# What is being asked
The data must be copied over exactly and in full.

--------------------

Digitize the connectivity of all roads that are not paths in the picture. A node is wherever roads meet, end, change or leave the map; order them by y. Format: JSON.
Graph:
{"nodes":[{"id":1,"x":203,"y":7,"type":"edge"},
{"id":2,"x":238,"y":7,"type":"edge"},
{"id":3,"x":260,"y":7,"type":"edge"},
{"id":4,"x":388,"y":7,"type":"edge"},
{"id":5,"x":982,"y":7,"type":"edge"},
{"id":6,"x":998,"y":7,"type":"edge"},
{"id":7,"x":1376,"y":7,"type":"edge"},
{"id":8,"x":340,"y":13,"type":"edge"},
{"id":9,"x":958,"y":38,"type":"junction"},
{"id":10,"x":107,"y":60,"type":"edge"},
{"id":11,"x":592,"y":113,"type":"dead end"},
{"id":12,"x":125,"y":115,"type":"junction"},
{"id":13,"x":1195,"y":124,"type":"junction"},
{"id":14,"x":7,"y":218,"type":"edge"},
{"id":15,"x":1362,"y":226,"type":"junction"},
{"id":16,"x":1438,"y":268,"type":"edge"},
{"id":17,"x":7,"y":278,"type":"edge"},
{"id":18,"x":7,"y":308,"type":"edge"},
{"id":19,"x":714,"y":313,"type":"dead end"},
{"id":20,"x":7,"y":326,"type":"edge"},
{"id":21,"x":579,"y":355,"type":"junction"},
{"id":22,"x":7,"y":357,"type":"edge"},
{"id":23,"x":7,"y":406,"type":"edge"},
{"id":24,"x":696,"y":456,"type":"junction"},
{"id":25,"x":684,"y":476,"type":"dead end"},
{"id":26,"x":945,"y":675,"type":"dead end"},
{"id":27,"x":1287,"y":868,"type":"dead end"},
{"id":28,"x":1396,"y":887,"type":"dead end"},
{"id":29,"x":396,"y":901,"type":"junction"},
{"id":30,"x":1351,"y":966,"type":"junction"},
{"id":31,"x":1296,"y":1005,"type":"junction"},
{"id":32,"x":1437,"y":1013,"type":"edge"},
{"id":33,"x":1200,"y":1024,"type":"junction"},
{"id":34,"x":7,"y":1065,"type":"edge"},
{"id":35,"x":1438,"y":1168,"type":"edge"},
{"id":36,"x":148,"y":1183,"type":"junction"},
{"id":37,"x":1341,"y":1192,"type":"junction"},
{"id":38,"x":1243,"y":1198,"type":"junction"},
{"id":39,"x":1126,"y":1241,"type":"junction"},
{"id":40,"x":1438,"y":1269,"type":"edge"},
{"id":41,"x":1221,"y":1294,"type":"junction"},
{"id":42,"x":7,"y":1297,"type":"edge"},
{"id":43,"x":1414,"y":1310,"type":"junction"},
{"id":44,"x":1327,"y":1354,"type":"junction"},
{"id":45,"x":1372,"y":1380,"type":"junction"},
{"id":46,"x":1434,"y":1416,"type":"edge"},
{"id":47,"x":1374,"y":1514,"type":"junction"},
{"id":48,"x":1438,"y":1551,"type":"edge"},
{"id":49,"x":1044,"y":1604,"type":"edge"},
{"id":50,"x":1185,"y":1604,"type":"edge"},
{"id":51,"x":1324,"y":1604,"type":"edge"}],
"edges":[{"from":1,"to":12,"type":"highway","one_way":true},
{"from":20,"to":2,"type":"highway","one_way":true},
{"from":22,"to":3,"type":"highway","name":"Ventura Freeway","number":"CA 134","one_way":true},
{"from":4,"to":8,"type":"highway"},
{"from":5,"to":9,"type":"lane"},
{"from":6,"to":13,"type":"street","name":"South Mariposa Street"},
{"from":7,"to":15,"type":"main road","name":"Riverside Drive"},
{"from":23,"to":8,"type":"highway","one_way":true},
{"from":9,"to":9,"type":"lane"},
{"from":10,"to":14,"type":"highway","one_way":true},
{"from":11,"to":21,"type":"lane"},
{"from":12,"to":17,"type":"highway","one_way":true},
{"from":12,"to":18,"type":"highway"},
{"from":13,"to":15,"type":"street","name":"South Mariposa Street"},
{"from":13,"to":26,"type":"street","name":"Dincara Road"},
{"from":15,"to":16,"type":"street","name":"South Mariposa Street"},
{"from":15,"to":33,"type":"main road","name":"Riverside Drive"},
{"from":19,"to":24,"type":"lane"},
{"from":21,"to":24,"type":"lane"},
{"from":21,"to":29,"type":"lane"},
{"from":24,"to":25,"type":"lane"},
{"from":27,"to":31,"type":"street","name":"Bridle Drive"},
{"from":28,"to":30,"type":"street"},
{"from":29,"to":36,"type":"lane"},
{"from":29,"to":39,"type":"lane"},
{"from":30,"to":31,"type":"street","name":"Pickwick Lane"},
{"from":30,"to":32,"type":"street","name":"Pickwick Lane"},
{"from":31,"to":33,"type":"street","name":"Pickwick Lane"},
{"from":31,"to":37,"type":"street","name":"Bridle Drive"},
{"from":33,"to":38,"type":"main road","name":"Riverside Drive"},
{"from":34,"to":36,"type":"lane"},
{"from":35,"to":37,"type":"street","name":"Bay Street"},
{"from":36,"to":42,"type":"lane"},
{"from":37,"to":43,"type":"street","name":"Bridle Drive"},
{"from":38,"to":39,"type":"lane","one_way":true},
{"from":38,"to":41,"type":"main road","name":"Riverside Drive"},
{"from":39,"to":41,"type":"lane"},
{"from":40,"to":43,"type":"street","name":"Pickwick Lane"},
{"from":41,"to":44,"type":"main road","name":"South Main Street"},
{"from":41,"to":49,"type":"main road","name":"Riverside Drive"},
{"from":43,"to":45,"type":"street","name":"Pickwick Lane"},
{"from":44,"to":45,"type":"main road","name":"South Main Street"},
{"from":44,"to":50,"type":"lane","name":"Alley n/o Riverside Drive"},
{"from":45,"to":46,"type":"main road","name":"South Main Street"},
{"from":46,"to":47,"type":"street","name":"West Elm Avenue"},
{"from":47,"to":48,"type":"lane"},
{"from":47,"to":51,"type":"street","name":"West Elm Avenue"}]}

--------------------

# Expected answer
Digitize the connectivity of all roads that are not paths in the picture. A node is wherever roads meet, end, change or leave the map; order them by y. Format: JSON.
Graph:
{"nodes":[{"id":1,"x":203,"y":7,"type":"edge"},
{"id":2,"x":238,"y":7,"type":"edge"},
{"id":3,"x":260,"y":7,"type":"edge"},
{"id":4,"x":388,"y":7,"type":"edge"},
{"id":5,"x":982,"y":7,"type":"edge"},
{"id":6,"x":998,"y":7,"type":"edge"},
{"id":7,"x":1376,"y":7,"type":"edge"},
{"id":8,"x":340,"y":13,"type":"edge"},
{"id":9,"x":958,"y":38,"type":"junction"},
{"id":10,"x":107,"y":60,"type":"edge"},
{"id":11,"x":592,"y":113,"type":"dead end"},
{"id":12,"x":125,"y":115,"type":"junction"},
{"id":13,"x":1195,"y":124,"type":"junction"},
{"id":14,"x":7,"y":218,"type":"edge"},
{"id":15,"x":1362,"y":226,"type":"junction"},
{"id":16,"x":1438,"y":268,"type":"edge"},
{"id":17,"x":7,"y":278,"type":"edge"},
{"id":18,"x":7,"y":308,"type":"edge"},
{"id":19,"x":714,"y":313,"type":"dead end"},
{"id":20,"x":7,"y":326,"type":"edge"},
{"id":21,"x":579,"y":355,"type":"junction"},
{"id":22,"x":7,"y":357,"type":"edge"},
{"id":23,"x":7,"y":406,"type":"edge"},
{"id":24,"x":696,"y":456,"type":"junction"},
{"id":25,"x":684,"y":476,"type":"dead end"},
{"id":26,"x":945,"y":675,"type":"dead end"},
{"id":27,"x":1287,"y":868,"type":"dead end"},
{"id":28,"x":1396,"y":887,"type":"dead end"},
{"id":29,"x":396,"y":901,"type":"junction"},
{"id":30,"x":1351,"y":966,"type":"junction"},
{"id":31,"x":1296,"y":1005,"type":"junction"},
{"id":32,"x":1437,"y":1013,"type":"edge"},
{"id":33,"x":1200,"y":1024,"type":"junction"},
{"id":34,"x":7,"y":1065,"type":"edge"},
{"id":35,"x":1438,"y":1168,"type":"edge"},
{"id":36,"x":148,"y":1183,"type":"junction"},
{"id":37,"x":1341,"y":1192,"type":"junction"},
{"id":38,"x":1243,"y":1198,"type":"junction"},
{"id":39,"x":1126,"y":1241,"type":"junction"},
{"id":40,"x":1438,"y":1269,"type":"edge"},
{"id":41,"x":1221,"y":1294,"type":"junction"},
{"id":42,"x":7,"y":1297,"type":"edge"},
{"id":43,"x":1414,"y":1310,"type":"junction"},
{"id":44,"x":1327,"y":1354,"type":"junction"},
{"id":45,"x":1372,"y":1380,"type":"junction"},
{"id":46,"x":1434,"y":1416,"type":"edge"},
{"id":47,"x":1374,"y":1514,"type":"junction"},
{"id":48,"x":1438,"y":1551,"type":"edge"},
{"id":49,"x":1044,"y":1604,"type":"edge"},
{"id":50,"x":1185,"y":1604,"type":"edge"},
{"id":51,"x":1324,"y":1604,"type":"edge"}],
"edges":[{"from":1,"to":12,"type":"highway","one_way":true},
{"from":20,"to":2,"type":"highway","one_way":true},
{"from":22,"to":3,"type":"highway","name":"Ventura Freeway","number":"CA 134","one_way":true},
{"from":4,"to":8,"type":"highway"},
{"from":5,"to":9,"type":"lane"},
{"from":6,"to":13,"type":"street","name":"South Mariposa Street"},
{"from":7,"to":15,"type":"main road","name":"Riverside Drive"},
{"from":23,"to":8,"type":"highway","one_way":true},
{"from":9,"to":9,"type":"lane"},
{"from":10,"to":14,"type":"highway","one_way":true},
{"from":11,"to":21,"type":"lane"},
{"from":12,"to":17,"type":"highway","one_way":true},
{"from":12,"to":18,"type":"highway"},
{"from":13,"to":15,"type":"street","name":"South Mariposa Street"},
{"from":13,"to":26,"type":"street","name":"Dincara Road"},
{"from":15,"to":16,"type":"street","name":"South Mariposa Street"},
{"from":15,"to":33,"type":"main road","name":"Riverside Drive"},
{"from":19,"to":24,"type":"lane"},
{"from":21,"to":24,"type":"lane"},
{"from":21,"to":29,"type":"lane"},
{"from":24,"to":25,"type":"lane"},
{"from":27,"to":31,"type":"street","name":"Bridle Drive"},
{"from":28,"to":30,"type":"street"},
{"from":29,"to":36,"type":"lane"},
{"from":29,"to":39,"type":"lane"},
{"from":30,"to":31,"type":"street","name":"Pickwick Lane"},
{"from":30,"to":32,"type":"street","name":"Pickwick Lane"},
{"from":31,"to":33,"type":"street","name":"Pickwick Lane"},
{"from":31,"to":37,"type":"street","name":"Bridle Drive"},
{"from":33,"to":38,"type":"main road","name":"Riverside Drive"},
{"from":34,"to":36,"type":"lane"},
{"from":35,"to":37,"type":"street","name":"Bay Street"},
{"from":36,"to":42,"type":"lane"},
{"from":37,"to":43,"type":"street","name":"Bridle Drive"},
{"from":38,"to":39,"type":"lane","one_way":true},
{"from":38,"to":41,"type":"main road","name":"Riverside Drive"},
{"from":39,"to":41,"type":"lane"},
{"from":40,"to":43,"type":"street","name":"Pickwick Lane"},
{"from":41,"to":44,"type":"main road","name":"South Main Street"},
{"from":41,"to":49,"type":"main road","name":"Riverside Drive"},
{"from":43,"to":45,"type":"street","name":"Pickwick Lane"},
{"from":44,"to":45,"type":"main road","name":"South Main Street"},
{"from":44,"to":50,"type":"lane","name":"Alley n/o Riverside Drive"},
{"from":45,"to":46,"type":"main road","name":"South Main Street"},
{"from":46,"to":47,"type":"street","name":"West Elm Avenue"},
{"from":47,"to":48,"type":"lane"},
{"from":47,"to":51,"type":"street","name":"West Elm Avenue"}]}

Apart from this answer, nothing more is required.